**PROBLEM REQUIREMENTS**. The reply has to be a number alone, equal to how many lines in the entries below hold the string "Avenue".

-*-*-

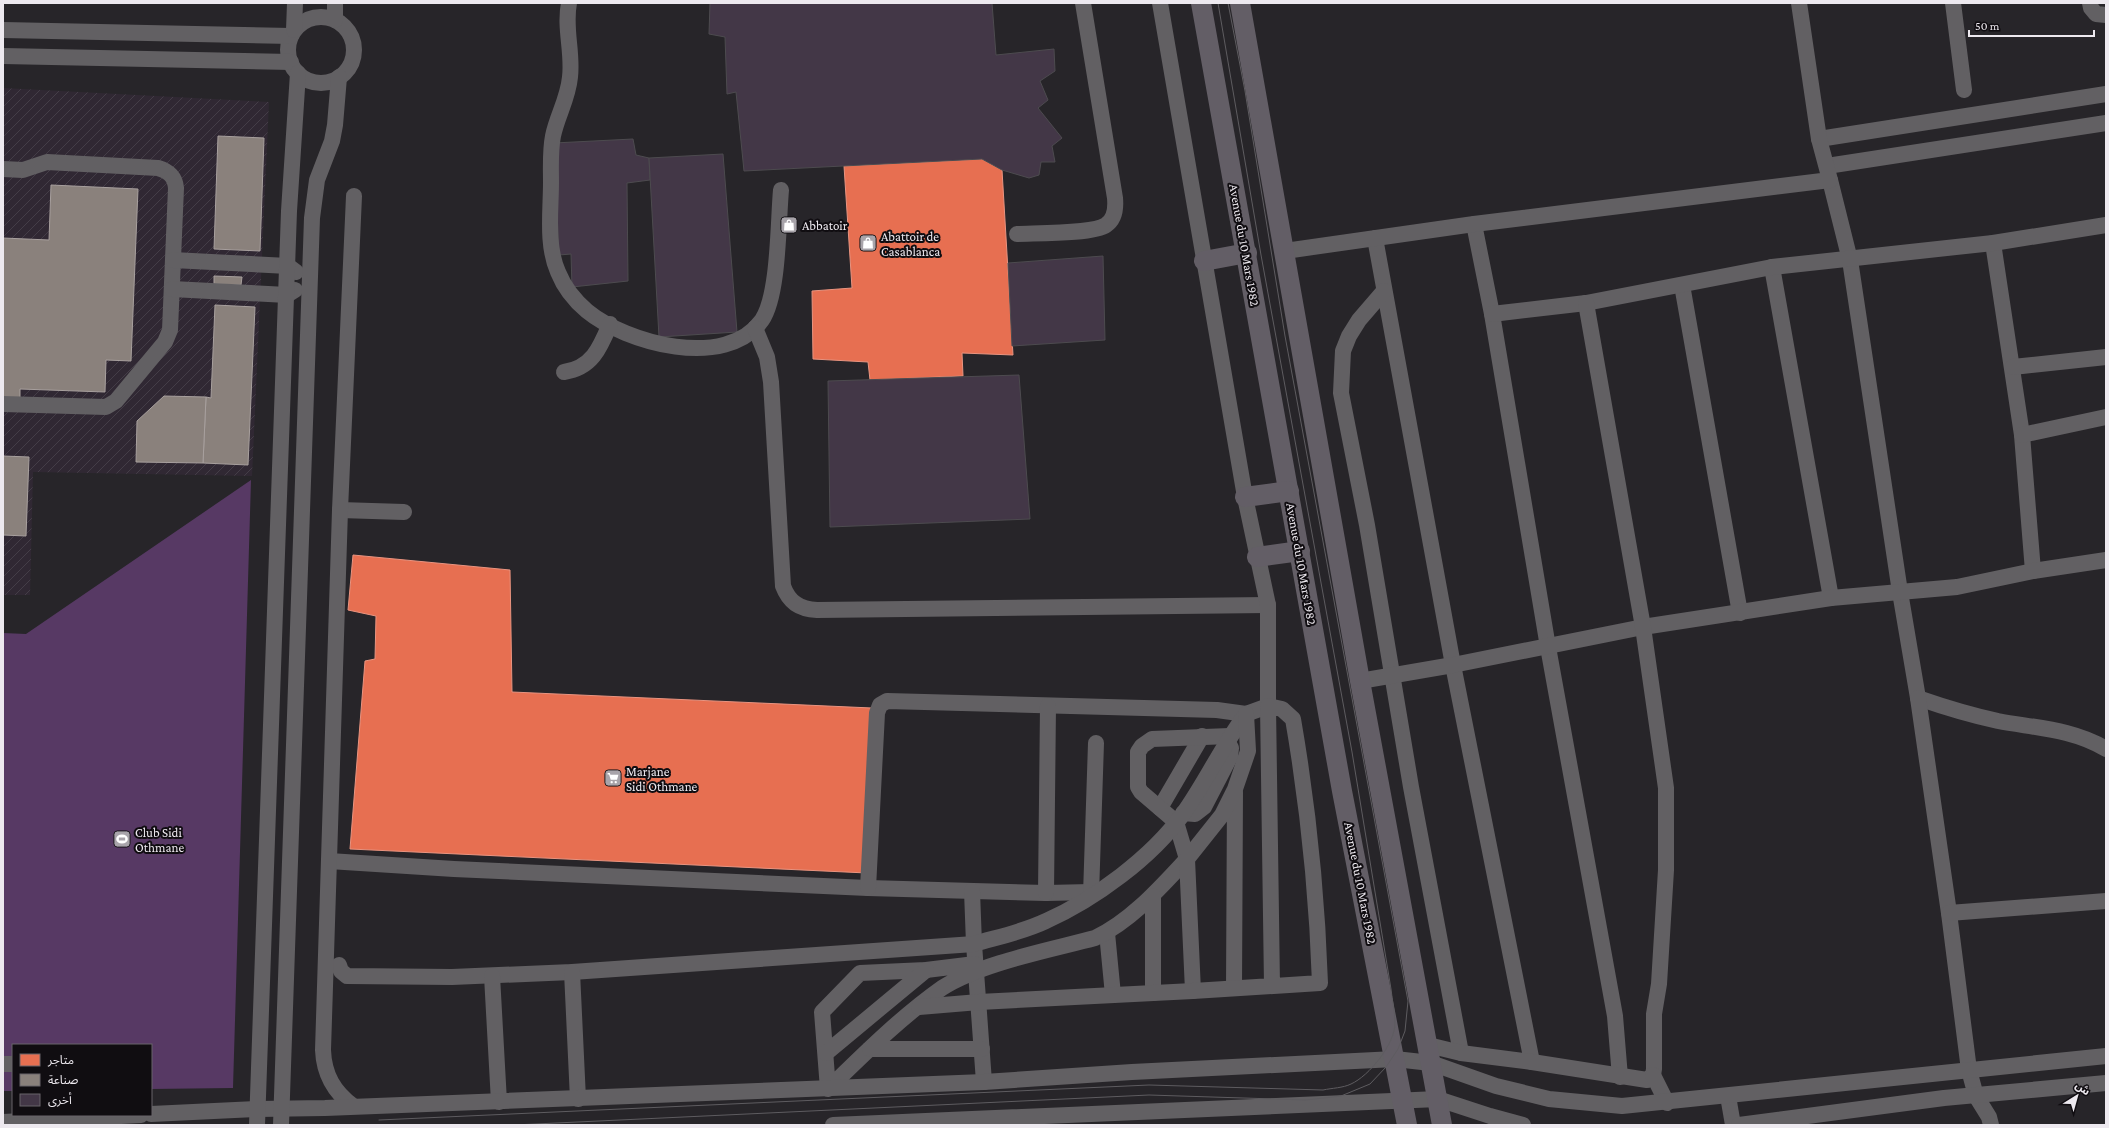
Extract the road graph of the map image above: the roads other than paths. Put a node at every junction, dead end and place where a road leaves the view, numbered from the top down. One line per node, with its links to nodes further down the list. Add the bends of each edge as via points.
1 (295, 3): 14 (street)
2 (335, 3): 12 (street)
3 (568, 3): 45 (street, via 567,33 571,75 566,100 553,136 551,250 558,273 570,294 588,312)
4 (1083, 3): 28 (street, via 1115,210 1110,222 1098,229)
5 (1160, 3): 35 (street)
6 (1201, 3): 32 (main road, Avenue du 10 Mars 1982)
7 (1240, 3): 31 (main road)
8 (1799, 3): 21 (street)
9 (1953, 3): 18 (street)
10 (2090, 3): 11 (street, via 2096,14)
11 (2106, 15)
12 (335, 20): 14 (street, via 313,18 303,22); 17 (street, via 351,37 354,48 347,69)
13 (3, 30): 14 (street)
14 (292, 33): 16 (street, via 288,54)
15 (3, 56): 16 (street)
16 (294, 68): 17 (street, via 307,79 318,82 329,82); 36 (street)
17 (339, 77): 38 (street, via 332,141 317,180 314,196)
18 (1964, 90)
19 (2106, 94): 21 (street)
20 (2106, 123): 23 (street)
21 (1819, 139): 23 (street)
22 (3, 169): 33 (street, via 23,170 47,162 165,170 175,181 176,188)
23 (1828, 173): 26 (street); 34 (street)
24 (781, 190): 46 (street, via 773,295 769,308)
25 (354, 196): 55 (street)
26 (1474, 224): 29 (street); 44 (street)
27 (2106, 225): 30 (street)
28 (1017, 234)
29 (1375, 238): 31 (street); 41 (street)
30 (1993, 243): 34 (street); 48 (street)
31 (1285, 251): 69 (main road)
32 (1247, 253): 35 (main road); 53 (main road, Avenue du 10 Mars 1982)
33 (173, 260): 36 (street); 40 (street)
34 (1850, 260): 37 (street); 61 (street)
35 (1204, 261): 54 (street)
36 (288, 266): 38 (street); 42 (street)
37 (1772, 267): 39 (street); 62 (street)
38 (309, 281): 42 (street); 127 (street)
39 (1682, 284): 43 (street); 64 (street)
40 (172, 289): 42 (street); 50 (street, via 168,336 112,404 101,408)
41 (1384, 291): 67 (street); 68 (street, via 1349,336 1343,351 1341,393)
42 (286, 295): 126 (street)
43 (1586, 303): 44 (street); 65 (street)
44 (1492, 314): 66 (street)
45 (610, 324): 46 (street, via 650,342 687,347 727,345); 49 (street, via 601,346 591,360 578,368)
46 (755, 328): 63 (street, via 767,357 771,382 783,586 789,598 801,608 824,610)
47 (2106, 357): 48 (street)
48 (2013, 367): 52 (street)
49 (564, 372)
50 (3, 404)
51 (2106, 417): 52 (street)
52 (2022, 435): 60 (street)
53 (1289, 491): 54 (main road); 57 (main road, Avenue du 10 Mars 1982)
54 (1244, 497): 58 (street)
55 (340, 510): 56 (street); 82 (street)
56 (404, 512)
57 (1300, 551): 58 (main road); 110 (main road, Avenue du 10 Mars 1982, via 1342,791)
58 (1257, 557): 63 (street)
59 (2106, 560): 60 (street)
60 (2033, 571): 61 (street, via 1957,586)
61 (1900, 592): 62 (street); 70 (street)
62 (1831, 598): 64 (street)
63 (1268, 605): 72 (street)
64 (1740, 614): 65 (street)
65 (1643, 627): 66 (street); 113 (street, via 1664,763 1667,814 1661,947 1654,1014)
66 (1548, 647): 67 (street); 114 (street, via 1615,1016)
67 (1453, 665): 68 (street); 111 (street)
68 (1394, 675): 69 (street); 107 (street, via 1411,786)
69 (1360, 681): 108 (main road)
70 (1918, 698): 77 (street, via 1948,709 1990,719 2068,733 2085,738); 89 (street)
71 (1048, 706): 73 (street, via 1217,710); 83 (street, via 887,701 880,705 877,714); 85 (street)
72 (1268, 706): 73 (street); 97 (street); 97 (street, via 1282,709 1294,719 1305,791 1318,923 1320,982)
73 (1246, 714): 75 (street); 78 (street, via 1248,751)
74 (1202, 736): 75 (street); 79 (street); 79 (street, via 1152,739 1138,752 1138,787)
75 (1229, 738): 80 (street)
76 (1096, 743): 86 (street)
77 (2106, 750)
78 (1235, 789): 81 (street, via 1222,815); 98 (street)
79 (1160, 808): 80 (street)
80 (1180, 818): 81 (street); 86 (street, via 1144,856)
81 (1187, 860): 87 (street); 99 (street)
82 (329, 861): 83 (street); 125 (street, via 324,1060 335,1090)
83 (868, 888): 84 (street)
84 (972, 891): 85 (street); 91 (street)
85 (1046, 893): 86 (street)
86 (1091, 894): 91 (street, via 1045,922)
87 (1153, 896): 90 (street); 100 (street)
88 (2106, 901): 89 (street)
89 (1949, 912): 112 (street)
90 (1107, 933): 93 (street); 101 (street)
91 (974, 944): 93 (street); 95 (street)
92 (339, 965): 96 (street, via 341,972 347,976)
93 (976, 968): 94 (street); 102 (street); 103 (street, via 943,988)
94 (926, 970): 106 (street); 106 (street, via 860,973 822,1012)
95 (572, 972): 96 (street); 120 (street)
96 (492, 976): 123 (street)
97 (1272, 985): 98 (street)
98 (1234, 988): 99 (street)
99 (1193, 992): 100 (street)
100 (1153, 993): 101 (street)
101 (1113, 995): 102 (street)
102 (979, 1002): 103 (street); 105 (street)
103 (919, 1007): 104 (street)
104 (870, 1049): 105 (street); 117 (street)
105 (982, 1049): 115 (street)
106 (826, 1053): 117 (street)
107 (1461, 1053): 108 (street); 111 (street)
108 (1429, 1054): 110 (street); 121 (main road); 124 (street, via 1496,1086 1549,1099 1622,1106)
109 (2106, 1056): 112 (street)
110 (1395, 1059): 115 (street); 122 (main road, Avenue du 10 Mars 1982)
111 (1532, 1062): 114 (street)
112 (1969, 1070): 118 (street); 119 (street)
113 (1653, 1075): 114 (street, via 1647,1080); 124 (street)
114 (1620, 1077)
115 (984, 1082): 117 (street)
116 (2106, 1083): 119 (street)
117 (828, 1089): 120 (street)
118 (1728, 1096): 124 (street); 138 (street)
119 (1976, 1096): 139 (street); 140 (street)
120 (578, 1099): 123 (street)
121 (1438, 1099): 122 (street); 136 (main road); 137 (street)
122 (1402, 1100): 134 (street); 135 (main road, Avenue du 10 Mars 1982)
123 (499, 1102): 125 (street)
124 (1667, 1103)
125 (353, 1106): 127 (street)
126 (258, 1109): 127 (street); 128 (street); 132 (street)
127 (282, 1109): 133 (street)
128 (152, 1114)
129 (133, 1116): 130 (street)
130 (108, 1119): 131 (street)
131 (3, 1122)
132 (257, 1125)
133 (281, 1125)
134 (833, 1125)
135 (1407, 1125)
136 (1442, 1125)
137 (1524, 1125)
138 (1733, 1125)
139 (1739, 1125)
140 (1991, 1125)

-*-*-

**EXERCISE OUTPUT**. 6